##### Provided material #####

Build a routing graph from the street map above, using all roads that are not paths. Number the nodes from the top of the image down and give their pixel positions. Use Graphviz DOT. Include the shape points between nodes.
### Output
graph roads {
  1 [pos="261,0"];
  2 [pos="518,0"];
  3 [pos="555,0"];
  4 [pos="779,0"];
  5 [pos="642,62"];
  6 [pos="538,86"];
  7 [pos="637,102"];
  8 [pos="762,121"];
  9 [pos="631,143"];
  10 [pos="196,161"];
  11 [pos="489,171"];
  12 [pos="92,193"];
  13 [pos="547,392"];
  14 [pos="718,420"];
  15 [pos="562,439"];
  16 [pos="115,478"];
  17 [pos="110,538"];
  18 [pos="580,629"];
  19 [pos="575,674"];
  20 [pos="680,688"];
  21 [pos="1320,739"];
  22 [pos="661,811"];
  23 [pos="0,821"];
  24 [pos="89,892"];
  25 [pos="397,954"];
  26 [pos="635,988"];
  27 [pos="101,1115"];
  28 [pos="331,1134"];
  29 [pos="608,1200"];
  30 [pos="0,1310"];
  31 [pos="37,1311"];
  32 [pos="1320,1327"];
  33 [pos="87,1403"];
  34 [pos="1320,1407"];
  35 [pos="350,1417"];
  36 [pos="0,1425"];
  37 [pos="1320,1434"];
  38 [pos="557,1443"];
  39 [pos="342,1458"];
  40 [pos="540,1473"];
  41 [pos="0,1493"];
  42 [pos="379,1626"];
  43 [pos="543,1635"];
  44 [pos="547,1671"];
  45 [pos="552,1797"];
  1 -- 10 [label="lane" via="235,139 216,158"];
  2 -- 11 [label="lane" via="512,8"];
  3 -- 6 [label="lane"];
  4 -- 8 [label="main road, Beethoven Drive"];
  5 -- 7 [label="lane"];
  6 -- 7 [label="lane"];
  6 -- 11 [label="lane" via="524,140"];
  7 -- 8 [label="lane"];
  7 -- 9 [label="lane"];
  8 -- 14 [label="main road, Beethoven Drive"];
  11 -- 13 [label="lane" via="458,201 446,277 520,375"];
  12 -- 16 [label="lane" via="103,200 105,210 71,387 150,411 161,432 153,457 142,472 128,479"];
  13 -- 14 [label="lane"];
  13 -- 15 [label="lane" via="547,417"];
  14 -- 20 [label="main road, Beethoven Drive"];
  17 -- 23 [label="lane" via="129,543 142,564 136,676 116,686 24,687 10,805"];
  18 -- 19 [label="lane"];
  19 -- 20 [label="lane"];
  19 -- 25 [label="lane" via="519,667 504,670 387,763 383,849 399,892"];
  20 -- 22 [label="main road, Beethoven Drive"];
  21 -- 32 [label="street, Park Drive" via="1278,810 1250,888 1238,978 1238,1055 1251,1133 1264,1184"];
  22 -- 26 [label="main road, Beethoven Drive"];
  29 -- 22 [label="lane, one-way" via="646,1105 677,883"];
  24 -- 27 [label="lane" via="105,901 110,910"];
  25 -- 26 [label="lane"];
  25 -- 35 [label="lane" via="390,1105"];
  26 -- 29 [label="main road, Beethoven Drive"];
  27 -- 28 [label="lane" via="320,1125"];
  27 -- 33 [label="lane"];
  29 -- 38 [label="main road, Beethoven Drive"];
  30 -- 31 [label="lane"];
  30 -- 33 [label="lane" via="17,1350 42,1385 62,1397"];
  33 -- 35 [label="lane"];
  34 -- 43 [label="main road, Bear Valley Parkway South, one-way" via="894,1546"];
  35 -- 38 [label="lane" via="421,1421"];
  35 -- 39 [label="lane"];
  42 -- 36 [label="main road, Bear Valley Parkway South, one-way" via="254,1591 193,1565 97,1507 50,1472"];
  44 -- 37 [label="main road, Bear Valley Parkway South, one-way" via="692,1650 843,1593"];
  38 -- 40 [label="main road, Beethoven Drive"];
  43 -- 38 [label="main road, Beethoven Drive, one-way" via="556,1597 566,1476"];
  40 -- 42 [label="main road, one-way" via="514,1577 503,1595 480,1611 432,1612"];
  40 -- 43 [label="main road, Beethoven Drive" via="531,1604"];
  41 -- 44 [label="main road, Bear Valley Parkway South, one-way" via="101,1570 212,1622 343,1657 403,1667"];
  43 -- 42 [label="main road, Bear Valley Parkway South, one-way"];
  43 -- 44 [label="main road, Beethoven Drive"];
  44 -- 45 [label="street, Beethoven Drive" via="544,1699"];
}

#####

## [What the task requires]
All the records, from the first line to the last: repeat them exactly.

## [Exercise response]
Build a routing graph from the street map above, using all roads that are not paths. Number the nodes from the top of the image down and give their pixel positions. Use Graphviz DOT. Include the shape points between nodes.
### Output
graph roads {
  1 [pos="261,0"];
  2 [pos="518,0"];
  3 [pos="555,0"];
  4 [pos="779,0"];
  5 [pos="642,62"];
  6 [pos="538,86"];
  7 [pos="637,102"];
  8 [pos="762,121"];
  9 [pos="631,143"];
  10 [pos="196,161"];
  11 [pos="489,171"];
  12 [pos="92,193"];
  13 [pos="547,392"];
  14 [pos="718,420"];
  15 [pos="562,439"];
  16 [pos="115,478"];
  17 [pos="110,538"];
  18 [pos="580,629"];
  19 [pos="575,674"];
  20 [pos="680,688"];
  21 [pos="1320,739"];
  22 [pos="661,811"];
  23 [pos="0,821"];
  24 [pos="89,892"];
  25 [pos="397,954"];
  26 [pos="635,988"];
  27 [pos="101,1115"];
  28 [pos="331,1134"];
  29 [pos="608,1200"];
  30 [pos="0,1310"];
  31 [pos="37,1311"];
  32 [pos="1320,1327"];
  33 [pos="87,1403"];
  34 [pos="1320,1407"];
  35 [pos="350,1417"];
  36 [pos="0,1425"];
  37 [pos="1320,1434"];
  38 [pos="557,1443"];
  39 [pos="342,1458"];
  40 [pos="540,1473"];
  41 [pos="0,1493"];
  42 [pos="379,1626"];
  43 [pos="543,1635"];
  44 [pos="547,1671"];
  45 [pos="552,1797"];
  1 -- 10 [label="lane" via="235,139 216,158"];
  2 -- 11 [label="lane" via="512,8"];
  3 -- 6 [label="lane"];
  4 -- 8 [label="main road, Beethoven Drive"];
  5 -- 7 [label="lane"];
  6 -- 7 [label="lane"];
  6 -- 11 [label="lane" via="524,140"];
  7 -- 8 [label="lane"];
  7 -- 9 [label="lane"];
  8 -- 14 [label="main road, Beethoven Drive"];
  11 -- 13 [label="lane" via="458,201 446,277 520,375"];
  12 -- 16 [label="lane" via="103,200 105,210 71,387 150,411 161,432 153,457 142,472 128,479"];
  13 -- 14 [label="lane"];
  13 -- 15 [label="lane" via="547,417"];
  14 -- 20 [label="main road, Beethoven Drive"];
  17 -- 23 [label="lane" via="129,543 142,564 136,676 116,686 24,687 10,805"];
  18 -- 19 [label="lane"];
  19 -- 20 [label="lane"];
  19 -- 25 [label="lane" via="519,667 504,670 387,763 383,849 399,892"];
  20 -- 22 [label="main road, Beethoven Drive"];
  21 -- 32 [label="street, Park Drive" via="1278,810 1250,888 1238,978 1238,1055 1251,1133 1264,1184"];
  22 -- 26 [label="main road, Beethoven Drive"];
  29 -- 22 [label="lane, one-way" via="646,1105 677,883"];
  24 -- 27 [label="lane" via="105,901 110,910"];
  25 -- 26 [label="lane"];
  25 -- 35 [label="lane" via="390,1105"];
  26 -- 29 [label="main road, Beethoven Drive"];
  27 -- 28 [label="lane" via="320,1125"];
  27 -- 33 [label="lane"];
  29 -- 38 [label="main road, Beethoven Drive"];
  30 -- 31 [label="lane"];
  30 -- 33 [label="lane" via="17,1350 42,1385 62,1397"];
  33 -- 35 [label="lane"];
  34 -- 43 [label="main road, Bear Valley Parkway South, one-way" via="894,1546"];
  35 -- 38 [label="lane" via="421,1421"];
  35 -- 39 [label="lane"];
  42 -- 36 [label="main road, Bear Valley Parkway South, one-way" via="254,1591 193,1565 97,1507 50,1472"];
  44 -- 37 [label="main road, Bear Valley Parkway South, one-way" via="692,1650 843,1593"];
  38 -- 40 [label="main road, Beethoven Drive"];
  43 -- 38 [label="main road, Beethoven Drive, one-way" via="556,1597 566,1476"];
  40 -- 42 [label="main road, one-way" via="514,1577 503,1595 480,1611 432,1612"];
  40 -- 43 [label="main road, Beethoven Drive" via="531,1604"];
  41 -- 44 [label="main road, Bear Valley Parkway South, one-way" via="101,1570 212,1622 343,1657 403,1667"];
  43 -- 42 [label="main road, Bear Valley Parkway South, one-way"];
  43 -- 44 [label="main road, Beethoven Drive"];
  44 -- 45 [label="street, Beethoven Drive" via="544,1699"];
}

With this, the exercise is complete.